*Goal of the exercise:* Print every entry exactly as it appears, but skip the pictures.

*Raw data:*
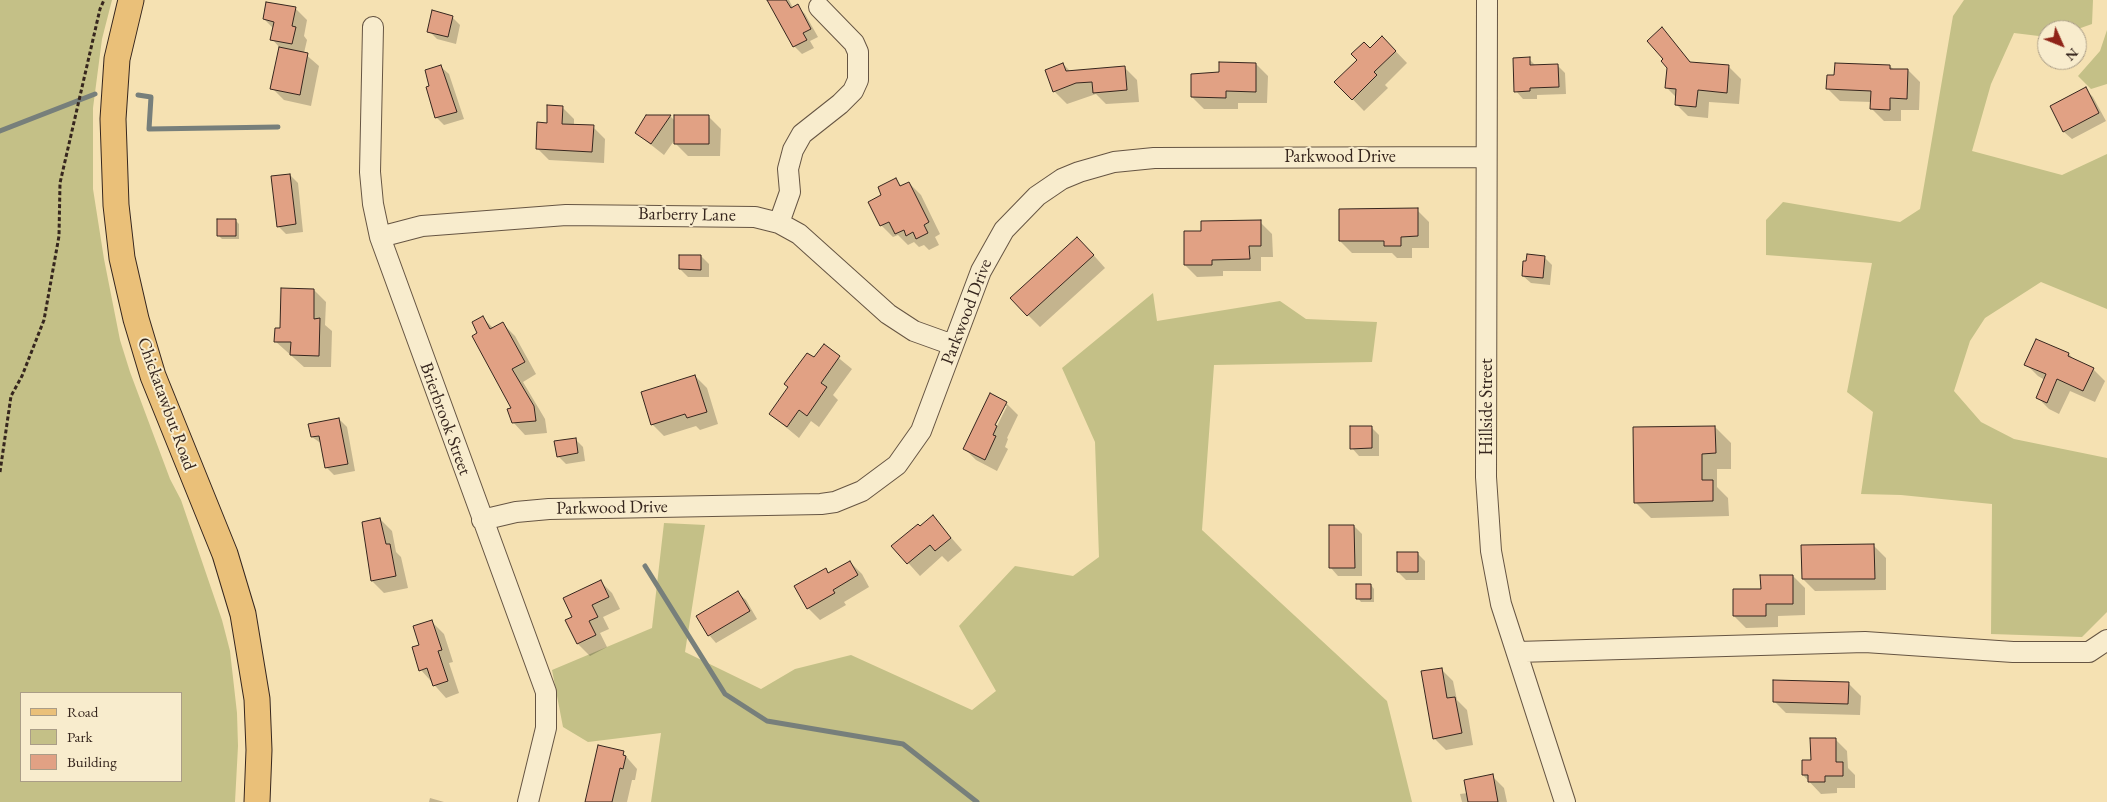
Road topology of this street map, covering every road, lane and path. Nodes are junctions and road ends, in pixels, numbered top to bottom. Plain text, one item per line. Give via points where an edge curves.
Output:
1 (104, 0) edge
2 (131, 0) edge
3 (1487, 0) edge
4 (819, 7) dead end
5 (373, 27) dead end
6 (1486, 157) junction
7 (779, 223) junction
8 (380, 237) junction
9 (953, 345) junction
10 (0, 472) edge
11 (482, 520) junction
12 (2107, 640) edge
13 (1517, 652) junction
14 (257, 802) edge
15 (528, 802) edge
16 (1565, 802) edge

1 - 10 path via 60,183 59,236 44,320 11,396
2 - 14 main road, Chickatawbut Road via 118,53 113,104 114,186 121,252 159,393 225,554 243,614 258,705
3 - 6 street, Hillside Street
4 - 7 street via 854,43 858,52 858,80 853,91 840,104 802,134 793,150 788,169 790,192
5 - 8 street, Brierbrook Street via 370,172
6 - 9 street, Parkwood Drive via 1154,158 1114,162 1079,172 1037,196 1004,230 981,271
6 - 13 street, Hillside Street via 1488,512 1494,571
7 - 8 street, Barberry Lane via 742,216 566,215 422,226
7 - 9 street, Barberry Lane via 810,242 901,323
8 - 11 street, Brierbrook Street
9 - 11 street, Parkwood Drive via 927,419 915,442 886,474 849,497 805,505 533,509
11 - 15 street, Brierbrook Street via 546,692 546,728
12 - 13 street via 2089,652 2013,652 1865,642
13 - 16 street, Hillside Street

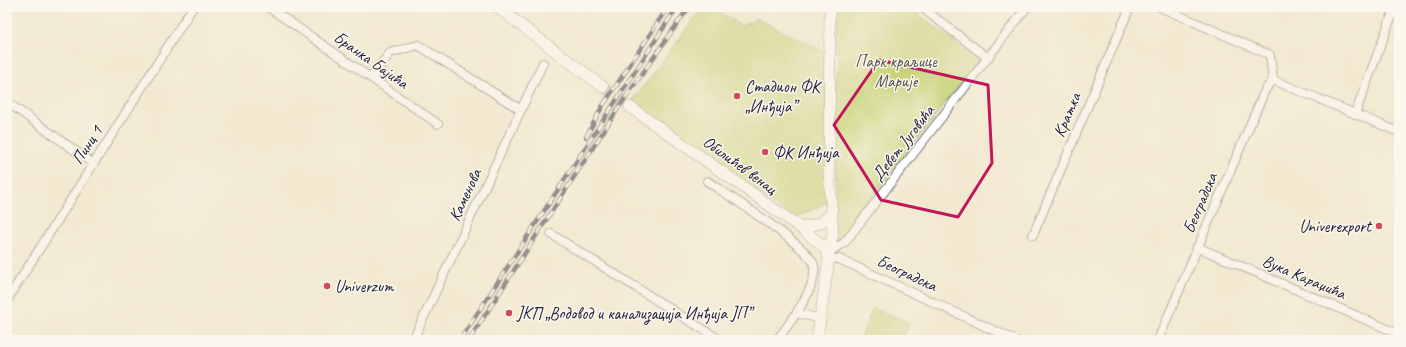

*Response to this task:*
Road topology of this street map, covering every road, lane and path. Nodes are junctions and road ends, in pixels, numbered top to bottom. Plain text, one item per line. Give via points where an edge curves.
Output:
1 (104, 0) edge
2 (131, 0) edge
3 (1487, 0) edge
4 (819, 7) dead end
5 (373, 27) dead end
6 (1486, 157) junction
7 (779, 223) junction
8 (380, 237) junction
9 (953, 345) junction
10 (0, 472) edge
11 (482, 520) junction
12 (2107, 640) edge
13 (1517, 652) junction
14 (257, 802) edge
15 (528, 802) edge
16 (1565, 802) edge

1 - 10 path via 60,183 59,236 44,320 11,396
2 - 14 main road, Chickatawbut Road via 118,53 113,104 114,186 121,252 159,393 225,554 243,614 258,705
3 - 6 street, Hillside Street
4 - 7 street via 854,43 858,52 858,80 853,91 840,104 802,134 793,150 788,169 790,192
5 - 8 street, Brierbrook Street via 370,172
6 - 9 street, Parkwood Drive via 1154,158 1114,162 1079,172 1037,196 1004,230 981,271
6 - 13 street, Hillside Street via 1488,512 1494,571
7 - 8 street, Barberry Lane via 742,216 566,215 422,226
7 - 9 street, Barberry Lane via 810,242 901,323
8 - 11 street, Brierbrook Street
9 - 11 street, Parkwood Drive via 927,419 915,442 886,474 849,497 805,505 533,509
11 - 15 street, Brierbrook Street via 546,692 546,728
12 - 13 street via 2089,652 2013,652 1865,642
13 - 16 street, Hillside Street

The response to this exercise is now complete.